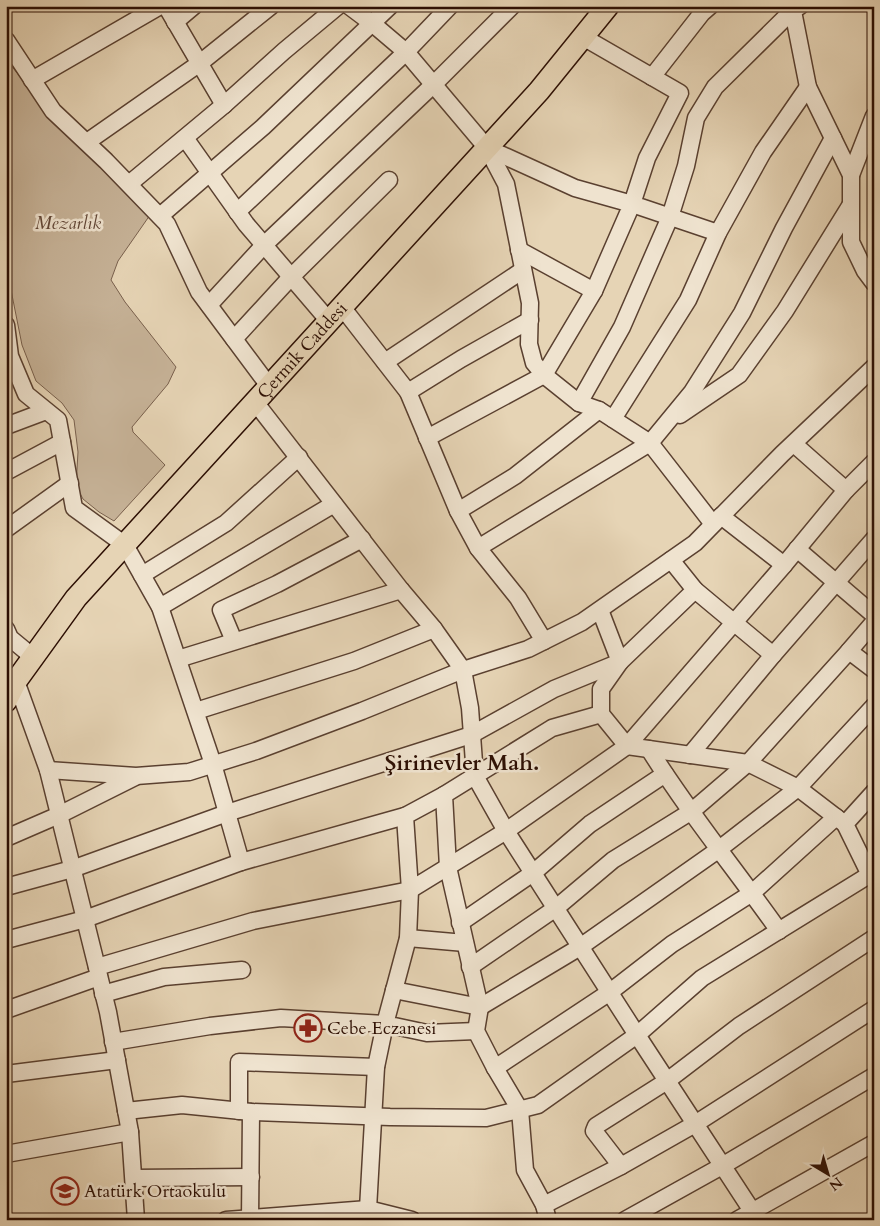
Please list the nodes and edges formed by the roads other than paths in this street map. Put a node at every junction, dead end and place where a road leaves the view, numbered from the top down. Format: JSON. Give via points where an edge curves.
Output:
{"nodes":[{"id":1,"x":160,"y":6,"type":"edge"},
{"id":2,"x":166,"y":6,"type":"edge"},
{"id":3,"x":194,"y":6,"type":"edge"},
{"id":4,"x":270,"y":6,"type":"edge"},
{"id":5,"x":338,"y":6,"type":"edge"},
{"id":6,"x":349,"y":6,"type":"edge"},
{"id":7,"x":390,"y":6,"type":"edge"},
{"id":8,"x":450,"y":6,"type":"edge"},
{"id":9,"x":512,"y":6,"type":"edge"},
{"id":10,"x":608,"y":6,"type":"edge"},
{"id":11,"x":710,"y":6,"type":"edge"},
{"id":12,"x":795,"y":8,"type":"edge"},
{"id":13,"x":175,"y":22,"type":"junction"},
{"id":14,"x":373,"y":24,"type":"junction"},
{"id":15,"x":583,"y":37,"type":"junction"},
{"id":16,"x":6,"y":40,"type":"edge"},
{"id":17,"x":406,"y":52,"type":"junction"},
{"id":18,"x":200,"y":63,"type":"junction"},
{"id":19,"x":652,"y":77,"type":"junction"},
{"id":20,"x":32,"y":80,"type":"junction"},
{"id":21,"x":434,"y":84,"type":"junction"},
{"id":22,"x":808,"y":87,"type":"junction"},
{"id":23,"x":224,"y":105,"type":"junction"},
{"id":24,"x":874,"y":116,"type":"edge"},
{"id":25,"x":185,"y":138,"type":"junction"},
{"id":26,"x":833,"y":138,"type":"junction"},
{"id":27,"x":87,"y":142,"type":"junction"},
{"id":28,"x":487,"y":148,"type":"junction"},
{"id":29,"x":210,"y":173,"type":"junction"},
{"id":30,"x":851,"y":175,"type":"junction"},
{"id":31,"x":389,"y":180,"type":"dead end"},
{"id":32,"x":129,"y":184,"type":"junction"},
{"id":33,"x":632,"y":204,"type":"junction"},
{"id":34,"x":850,"y":206,"type":"junction"},
{"id":35,"x":237,"y":212,"type":"junction"},
{"id":36,"x":160,"y":216,"type":"junction"},
{"id":37,"x":670,"y":217,"type":"junction"},
{"id":38,"x":718,"y":233,"type":"junction"},
{"id":39,"x":264,"y":245,"type":"junction"},
{"id":40,"x":519,"y":250,"type":"junction"},
{"id":41,"x":523,"y":270,"type":"junction"},
{"id":42,"x":291,"y":277,"type":"junction"},
{"id":43,"x":874,"y":283,"type":"edge"},
{"id":44,"x":594,"y":290,"type":"junction"},
{"id":45,"x":209,"y":305,"type":"junction"},
{"id":46,"x":335,"y":314,"type":"junction"},
{"id":47,"x":530,"y":320,"type":"junction"},
{"id":48,"x":6,"y":325,"type":"edge"},
{"id":49,"x":234,"y":339,"type":"junction"},
{"id":50,"x":385,"y":362,"type":"junction"},
{"id":51,"x":874,"y":368,"type":"edge"},
{"id":52,"x":544,"y":375,"type":"junction"},
{"id":53,"x":408,"y":392,"type":"junction"},
{"id":54,"x":262,"y":394,"type":"junction"},
{"id":55,"x":580,"y":403,"type":"junction"},
{"id":56,"x":599,"y":410,"type":"junction"},
{"id":57,"x":46,"y":411,"type":"junction"},
{"id":58,"x":614,"y":419,"type":"junction"},
{"id":59,"x":6,"y":426,"type":"edge"},
{"id":60,"x":664,"y":426,"type":"junction"},
{"id":61,"x":427,"y":438,"type":"junction"},
{"id":62,"x":62,"y":442,"type":"junction"},
{"id":63,"x":650,"y":443,"type":"junction"},
{"id":64,"x":794,"y":444,"type":"junction"},
{"id":65,"x":299,"y":457,"type":"junction"},
{"id":66,"x":874,"y":462,"type":"edge"},
{"id":67,"x":6,"y":472,"type":"edge"},
{"id":68,"x":70,"y":483,"type":"junction"},
{"id":69,"x":846,"y":490,"type":"junction"},
{"id":70,"x":334,"y":504,"type":"junction"},
{"id":71,"x":458,"y":511,"type":"junction"},
{"id":72,"x":717,"y":520,"type":"junction"},
{"id":73,"x":6,"y":529,"type":"edge"},
{"id":74,"x":362,"y":539,"type":"junction"},
{"id":75,"x":874,"y":539,"type":"edge"},
{"id":76,"x":125,"y":545,"type":"junction"},
{"id":77,"x":478,"y":548,"type":"junction"},
{"id":78,"x":797,"y":549,"type":"junction"},
{"id":79,"x":671,"y":560,"type":"junction"},
{"id":80,"x":784,"y":565,"type":"junction"},
{"id":81,"x":142,"y":575,"type":"junction"},
{"id":82,"x":836,"y":582,"type":"junction"},
{"id":83,"x":402,"y":590,"type":"junction"},
{"id":84,"x":695,"y":590,"type":"junction"},
{"id":85,"x":160,"y":607,"type":"junction"},
{"id":86,"x":600,"y":610,"type":"junction"},
{"id":87,"x":874,"y":615,"type":"edge"},
{"id":88,"x":874,"y":622,"type":"edge"},
{"id":89,"x":734,"y":623,"type":"junction"},
{"id":90,"x":6,"y":629,"type":"edge"},
{"id":91,"x":434,"y":629,"type":"junction"},
{"id":92,"x":544,"y":640,"type":"junction"},
{"id":93,"x":234,"y":641,"type":"junction"},
{"id":94,"x":850,"y":651,"type":"junction"},
{"id":95,"x":773,"y":655,"type":"junction"},
{"id":96,"x":34,"y":658,"type":"junction"},
{"id":97,"x":178,"y":659,"type":"junction"},
{"id":98,"x":620,"y":662,"type":"junction"},
{"id":99,"x":463,"y":670,"type":"junction"},
{"id":100,"x":874,"y":670,"type":"edge"},
{"id":101,"x":11,"y":687,"type":"edge"},
{"id":102,"x":6,"y":701,"type":"edge"},
{"id":103,"x":874,"y":706,"type":"edge"},
{"id":104,"x":196,"y":711,"type":"junction"},
{"id":105,"x":601,"y":714,"type":"junction"},
{"id":106,"x":471,"y":735,"type":"junction"},
{"id":107,"x":627,"y":746,"type":"junction"},
{"id":108,"x":649,"y":749,"type":"junction"},
{"id":109,"x":690,"y":755,"type":"junction"},
{"id":110,"x":748,"y":763,"type":"junction"},
{"id":111,"x":213,"y":764,"type":"junction"},
{"id":112,"x":48,"y":770,"type":"junction"},
{"id":113,"x":665,"y":774,"type":"junction"},
{"id":114,"x":136,"y":776,"type":"junction"},
{"id":115,"x":475,"y":776,"type":"junction"},
{"id":116,"x":798,"y":788,"type":"junction"},
{"id":117,"x":874,"y":792,"type":"edge"},
{"id":118,"x":444,"y":796,"type":"junction"},
{"id":119,"x":692,"y":811,"type":"junction"},
{"id":120,"x":227,"y":813,"type":"junction"},
{"id":121,"x":59,"y":814,"type":"junction"},
{"id":122,"x":406,"y":816,"type":"junction"},
{"id":123,"x":840,"y":821,"type":"junction"},
{"id":124,"x":506,"y":830,"type":"junction"},
{"id":125,"x":6,"y":838,"type":"edge"},
{"id":126,"x":718,"y":850,"type":"junction"},
{"id":127,"x":241,"y":862,"type":"junction"},
{"id":128,"x":448,"y":867,"type":"junction"},
{"id":129,"x":72,"y":869,"type":"junction"},
{"id":130,"x":533,"y":873,"type":"junction"},
{"id":131,"x":872,"y":873,"type":"edge"},
{"id":132,"x":6,"y":887,"type":"edge"},
{"id":133,"x":410,"y":890,"type":"junction"},
{"id":134,"x":752,"y":893,"type":"junction"},
{"id":135,"x":556,"y":908,"type":"junction"},
{"id":136,"x":85,"y":919,"type":"junction"},
{"id":137,"x":460,"y":923,"type":"junction"},
{"id":138,"x":779,"y":931,"type":"junction"},
{"id":139,"x":408,"y":938,"type":"junction"},
{"id":140,"x":874,"y":938,"type":"edge"},
{"id":141,"x":6,"y":940,"type":"edge"},
{"id":142,"x":465,"y":943,"type":"junction"},
{"id":143,"x":580,"y":947,"type":"junction"},
{"id":144,"x":470,"y":967,"type":"junction"},
{"id":145,"x":242,"y":970,"type":"dead end"},
{"id":146,"x":98,"y":972,"type":"junction"},
{"id":147,"x":394,"y":990,"type":"junction"},
{"id":148,"x":610,"y":992,"type":"junction"},
{"id":149,"x":104,"y":994,"type":"junction"},
{"id":150,"x":480,"y":1007,"type":"junction"},
{"id":151,"x":874,"y":1009,"type":"edge"},
{"id":152,"x":6,"y":1010,"type":"edge"},
{"id":153,"x":385,"y":1024,"type":"junction"},
{"id":154,"x":476,"y":1031,"type":"junction"},
{"id":155,"x":637,"y":1035,"type":"junction"},
{"id":156,"x":114,"y":1042,"type":"junction"},
{"id":157,"x":117,"y":1060,"type":"junction"},
{"id":158,"x":376,"y":1067,"type":"junction"},
{"id":159,"x":494,"y":1068,"type":"junction"},
{"id":160,"x":6,"y":1074,"type":"edge"},
{"id":161,"x":874,"y":1076,"type":"edge"},
{"id":162,"x":667,"y":1081,"type":"junction"},
{"id":163,"x":520,"y":1110,"type":"junction"},
{"id":164,"x":126,"y":1111,"type":"junction"},
{"id":165,"x":245,"y":1112,"type":"junction"},
{"id":166,"x":372,"y":1117,"type":"junction"},
{"id":167,"x":695,"y":1124,"type":"junction"},
{"id":168,"x":130,"y":1132,"type":"junction"},
{"id":169,"x":874,"y":1143,"type":"edge"},
{"id":170,"x":6,"y":1154,"type":"edge"},
{"id":171,"x":621,"y":1166,"type":"junction"},
{"id":172,"x":722,"y":1166,"type":"junction"},
{"id":173,"x":251,"y":1177,"type":"junction"},
{"id":174,"x":134,"y":1178,"type":"junction"},
{"id":175,"x":546,"y":1212,"type":"edge"},
{"id":176,"x":368,"y":1214,"type":"edge"},
{"id":177,"x":755,"y":1215,"type":"edge"},
{"id":178,"x":250,"y":1219,"type":"edge"},
{"id":179,"x":136,"y":1220,"type":"edge"},
{"id":180,"x":226,"y":1220,"type":"edge"},
{"id":181,"x":412,"y":1220,"type":"edge"},
{"id":182,"x":625,"y":1220,"type":"edge"},
{"id":183,"x":737,"y":1220,"type":"edge"}],
"edges":[{"from":1,"to":20,"type":"street"},
{"from":2,"to":13,"type":"street"},
{"from":3,"to":13,"type":"street"},
{"from":4,"to":18,"type":"street"},
{"from":5,"to":23,"type":"street"},
{"from":6,"to":14,"type":"street"},
{"from":7,"to":14,"type":"street"},
{"from":8,"to":17,"type":"street"},
{"from":9,"to":21,"type":"street"},
{"from":10,"to":15,"type":"main road","name":"Çermik Caddesi"},
{"from":11,"to":19,"type":"street"},
{"from":12,"to":22,"type":"street"},
{"from":12,"to":37,"type":"street","via":[[715,87],[696,118],[686,166]]},
{"from":13,"to":18,"type":"street"},
{"from":14,"to":17,"type":"street"},
{"from":14,"to":29,"type":"street","via":[[264,128]]},
{"from":15,"to":19,"type":"street"},
{"from":15,"to":28,"type":"main road","name":"Çermik Caddesi"},
{"from":16,"to":20,"type":"street"},
{"from":17,"to":21,"type":"street"},
{"from":17,"to":35,"type":"street"},
{"from":18,"to":23,"type":"street"},
{"from":18,"to":27,"type":"street"},
{"from":19,"to":33,"type":"street","via":[[680,93],[647,158]]},
{"from":20,"to":27,"type":"street","via":[[53,111]]},
{"from":21,"to":28,"type":"street"},
{"from":21,"to":39,"type":"street"},
{"from":22,"to":26,"type":"street"},
{"from":22,"to":38,"type":"street","via":[[763,152]]},
{"from":23,"to":25,"type":"street"},
{"from":24,"to":30,"type":"street"},
{"from":25,"to":29,"type":"street"},
{"from":25,"to":32,"type":"street"},
{"from":26,"to":30,"type":"street"},
{"from":26,"to":60,"type":"street","via":[[742,313],[692,392]]},
{"from":27,"to":32,"type":"street"},
{"from":28,"to":33,"type":"street","via":[[575,188]]},
{"from":28,"to":40,"type":"street","via":[[506,184]]},
{"from":28,"to":46,"type":"main road","name":"Çermik Caddesi"},
{"from":29,"to":35,"type":"street"},
{"from":29,"to":36,"type":"street"},
{"from":30,"to":34,"type":"street"},
{"from":31,"to":42,"type":"street"},
{"from":32,"to":36,"type":"street"},
{"from":33,"to":37,"type":"street"},
{"from":33,"to":44,"type":"street"},
{"from":34,"to":43,"type":"street","via":[[851,242]]},
{"from":34,"to":60,"type":"street","via":[[785,311],[739,375]]},
{"from":35,"to":39,"type":"street"},
{"from":36,"to":45,"type":"street"},
{"from":37,"to":38,"type":"street"},
{"from":37,"to":55,"type":"street","via":[[622,327]]},
{"from":38,"to":58,"type":"street","via":[[688,300]]},
{"from":39,"to":42,"type":"street"},
{"from":39,"to":45,"type":"street"},
{"from":40,"to":41,"type":"street"},
{"from":40,"to":44,"type":"street"},
{"from":41,"to":47,"type":"street"},
{"from":41,"to":50,"type":"street"},
{"from":42,"to":46,"type":"street"},
{"from":42,"to":49,"type":"street"},
{"from":44,"to":52,"type":"street"},
{"from":45,"to":49,"type":"street"},
{"from":46,"to":50,"type":"street"},
{"from":46,"to":54,"type":"main road","name":"Çermik Caddesi"},
{"from":47,"to":52,"type":"street","via":[[529,344],[534,362]]},
{"from":47,"to":53,"type":"street"},
{"from":48,"to":57,"type":"street","via":[[10,356],[26,394]]},
{"from":49,"to":54,"type":"street"},
{"from":50,"to":53,"type":"street"},
{"from":51,"to":64,"type":"street"},
{"from":52,"to":55,"type":"street"},
{"from":52,"to":61,"type":"street"},
{"from":53,"to":61,"type":"street"},
{"from":54,"to":65,"type":"street"},
{"from":54,"to":76,"type":"main road","name":"Çermik Caddesi"},
{"from":55,"to":56,"type":"street"},
{"from":56,"to":58,"type":"street"},
{"from":56,"to":71,"type":"street","via":[[515,476]]},
{"from":57,"to":59,"type":"street"},
{"from":57,"to":62,"type":"street","via":[[58,420]]},
{"from":58,"to":63,"type":"street"},
{"from":60,"to":63,"type":"street"},
{"from":61,"to":71,"type":"street"},
{"from":62,"to":67,"type":"street"},
{"from":62,"to":68,"type":"street"},
{"from":63,"to":72,"type":"street"},
{"from":63,"to":77,"type":"street"},
{"from":64,"to":69,"type":"street"},
{"from":64,"to":72,"type":"street"},
{"from":65,"to":70,"type":"street"},
{"from":65,"to":81,"type":"street","via":[[226,522]]},
{"from":66,"to":69,"type":"street"},
{"from":68,"to":73,"type":"street"},
{"from":68,"to":76,"type":"street","via":[[74,508]]},
{"from":69,"to":78,"type":"street"},
{"from":70,"to":74,"type":"street"},
{"from":70,"to":85,"type":"street"},
{"from":71,"to":77,"type":"street"},
{"from":72,"to":79,"type":"street","via":[[695,543]]},
{"from":72,"to":80,"type":"street"},
{"from":74,"to":83,"type":"street"},
{"from":74,"to":93,"type":"street","via":[[221,610]]},
{"from":75,"to":82,"type":"street"},
{"from":76,"to":81,"type":"street"},
{"from":76,"to":96,"type":"main road","name":"Çermik Caddesi","via":[[76,598]]},
{"from":77,"to":92,"type":"street","via":[[518,598]]},
{"from":78,"to":80,"type":"street"},
{"from":78,"to":82,"type":"street"},
{"from":79,"to":84,"type":"street"},
{"from":79,"to":86,"type":"street"},
{"from":80,"to":89,"type":"street"},
{"from":81,"to":85,"type":"street"},
{"from":82,"to":87,"type":"street"},
{"from":82,"to":95,"type":"street"},
{"from":83,"to":91,"type":"street"},
{"from":83,"to":93,"type":"street"},
{"from":84,"to":89,"type":"street"},
{"from":84,"to":98,"type":"street"},
{"from":85,"to":97,"type":"street"},
{"from":86,"to":92,"type":"street"},
{"from":86,"to":98,"type":"street"},
{"from":88,"to":94,"type":"street"},
{"from":89,"to":95,"type":"street"},
{"from":89,"to":107,"type":"street"},
{"from":90,"to":96,"type":"street","via":[[10,638]]},
{"from":91,"to":99,"type":"street"},
{"from":91,"to":104,"type":"street","via":[[354,661]]},
{"from":92,"to":99,"type":"street"},
{"from":93,"to":97,"type":"street"},
{"from":94,"to":100,"type":"street"},
{"from":94,"to":110,"type":"street"},
{"from":95,"to":109,"type":"street"},
{"from":96,"to":101,"type":"main road","name":"Çermik Caddesi"},
{"from":97,"to":104,"type":"street"},
{"from":98,"to":105,"type":"street","via":[[601,689]]},
{"from":98,"to":106,"type":"street","via":[[554,689]]},
{"from":99,"to":106,"type":"street"},
{"from":99,"to":111,"type":"street","via":[[354,715]]},
{"from":101,"to":102,"type":"main road","name":"Çermik Caddesi"},
{"from":101,"to":112,"type":"street"},
{"from":103,"to":116,"type":"street"},
{"from":104,"to":111,"type":"street"},
{"from":105,"to":107,"type":"street"},
{"from":105,"to":115,"type":"street","via":[[552,728]]},
{"from":106,"to":115,"type":"street"},
{"from":106,"to":120,"type":"street"},
{"from":107,"to":108,"type":"street"},
{"from":107,"to":124,"type":"street"},
{"from":108,"to":109,"type":"street"},
{"from":108,"to":113,"type":"street"},
{"from":109,"to":110,"type":"street"},
{"from":110,"to":116,"type":"street"},
{"from":110,"to":119,"type":"street"},
{"from":111,"to":114,"type":"street","via":[[189,772]]},
{"from":111,"to":120,"type":"street"},
{"from":112,"to":114,"type":"street"},
{"from":112,"to":121,"type":"street"},
{"from":113,"to":119,"type":"street"},
{"from":113,"to":130,"type":"street","via":[[590,824]]},
{"from":114,"to":121,"type":"street"},
{"from":115,"to":118,"type":"street"},
{"from":115,"to":124,"type":"street"},
{"from":116,"to":123,"type":"street"},
{"from":116,"to":126,"type":"street"},
{"from":117,"to":123,"type":"street"},
{"from":118,"to":122,"type":"street"},
{"from":118,"to":128,"type":"street"},
{"from":119,"to":126,"type":"street"},
{"from":119,"to":135,"type":"street","via":[[613,860]]},
{"from":120,"to":127,"type":"street"},
{"from":120,"to":129,"type":"street"},
{"from":121,"to":125,"type":"street"},
{"from":121,"to":129,"type":"street"},
{"from":122,"to":127,"type":"street"},
{"from":122,"to":133,"type":"street"},
{"from":123,"to":131,"type":"street"},
{"from":123,"to":134,"type":"street"},
{"from":124,"to":128,"type":"street"},
{"from":124,"to":130,"type":"street"},
{"from":126,"to":134,"type":"street"},
{"from":126,"to":143,"type":"street"},
{"from":127,"to":136,"type":"street"},
{"from":128,"to":133,"type":"street"},
{"from":128,"to":137,"type":"street"},
{"from":129,"to":132,"type":"street"},
{"from":129,"to":136,"type":"street"},
{"from":130,"to":135,"type":"street"},
{"from":130,"to":137,"type":"street"},
{"from":131,"to":138,"type":"street"},
{"from":133,"to":139,"type":"street"},
{"from":133,"to":146,"type":"street","via":[[253,921]]},
{"from":134,"to":138,"type":"street"},
{"from":134,"to":148,"type":"street","via":[[672,944]]},
{"from":135,"to":143,"type":"street"},
{"from":135,"to":144,"type":"street"},
{"from":136,"to":141,"type":"street"},
{"from":136,"to":146,"type":"street"},
{"from":137,"to":142,"type":"street"},
{"from":138,"to":155,"type":"street","via":[[702,978]]},
{"from":139,"to":142,"type":"street"},
{"from":139,"to":147,"type":"street"},
{"from":140,"to":162,"type":"street","via":[[739,1026]]},
{"from":142,"to":144,"type":"street"},
{"from":143,"to":148,"type":"street"},
{"from":143,"to":150,"type":"street"},
{"from":144,"to":150,"type":"street"},
{"from":145,"to":149,"type":"street","via":[[164,977]]},
{"from":146,"to":149,"type":"street"},
{"from":146,"to":152,"type":"street"},
{"from":147,"to":150,"type":"street"},
{"from":147,"to":153,"type":"street"},
{"from":148,"to":155,"type":"street"},
{"from":148,"to":159,"type":"street"},
{"from":149,"to":156,"type":"street"},
{"from":150,"to":154,"type":"street"},
{"from":151,"to":167,"type":"street"},
{"from":153,"to":154,"type":"street","via":[[427,1033]]},
{"from":153,"to":156,"type":"street","via":[[281,1018]]},
{"from":153,"to":158,"type":"street"},
{"from":154,"to":159,"type":"street"},
{"from":155,"to":162,"type":"street"},
{"from":155,"to":163,"type":"street","via":[[538,1105]]},
{"from":156,"to":157,"type":"street"},
{"from":157,"to":160,"type":"street"},
{"from":157,"to":164,"type":"street"},
{"from":158,"to":165,"type":"street","via":[[239,1062]]},
{"from":158,"to":166,"type":"street"},
{"from":159,"to":163,"type":"street"},
{"from":161,"to":172,"type":"street"},
{"from":162,"to":167,"type":"street"},
{"from":162,"to":171,"type":"street","via":[[596,1126],[594,1131]]},
{"from":163,"to":166,"type":"street","via":[[486,1118]]},
{"from":163,"to":175,"type":"street","via":[[524,1170]]},
{"from":164,"to":165,"type":"street","via":[[182,1105]]},
{"from":164,"to":168,"type":"street"},
{"from":165,"to":166,"type":"street"},
{"from":165,"to":173,"type":"street"},
{"from":166,"to":176,"type":"street"},
{"from":167,"to":171,"type":"street"},
{"from":167,"to":172,"type":"street"},
{"from":168,"to":170,"type":"street"},
{"from":168,"to":174,"type":"street"},
{"from":169,"to":177,"type":"street"},
{"from":171,"to":175,"type":"street"},
{"from":172,"to":177,"type":"street"},
{"from":172,"to":182,"type":"street"},
{"from":173,"to":174,"type":"street"},
{"from":173,"to":178,"type":"street"},
{"from":174,"to":179,"type":"street"},
{"from":176,"to":178,"type":"street"},
{"from":176,"to":181,"type":"street"},
{"from":177,"to":183,"type":"street"},
{"from":178,"to":180,"type":"street"}]}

-- -- --

* **Instructions for the task**:
Only lines that contain "Çermik" are needed, so copy each of them from the data.

* **The completed task**:
{"from":10,"to":15,"type":"main road","name":"Çermik Caddesi"},
{"from":15,"to":28,"type":"main road","name":"Çermik Caddesi"},
{"from":28,"to":46,"type":"main road","name":"Çermik Caddesi"},
{"from":46,"to":54,"type":"main road","name":"Çermik Caddesi"},
{"from":54,"to":76,"type":"main road","name":"Çermik Caddesi"},
{"from":76,"to":96,"type":"main road","name":"Çermik Caddesi","via":[[76,598]]},
{"from":96,"to":101,"type":"main road","name":"Çermik Caddesi"},
{"from":101,"to":102,"type":"main road","name":"Çermik Caddesi"},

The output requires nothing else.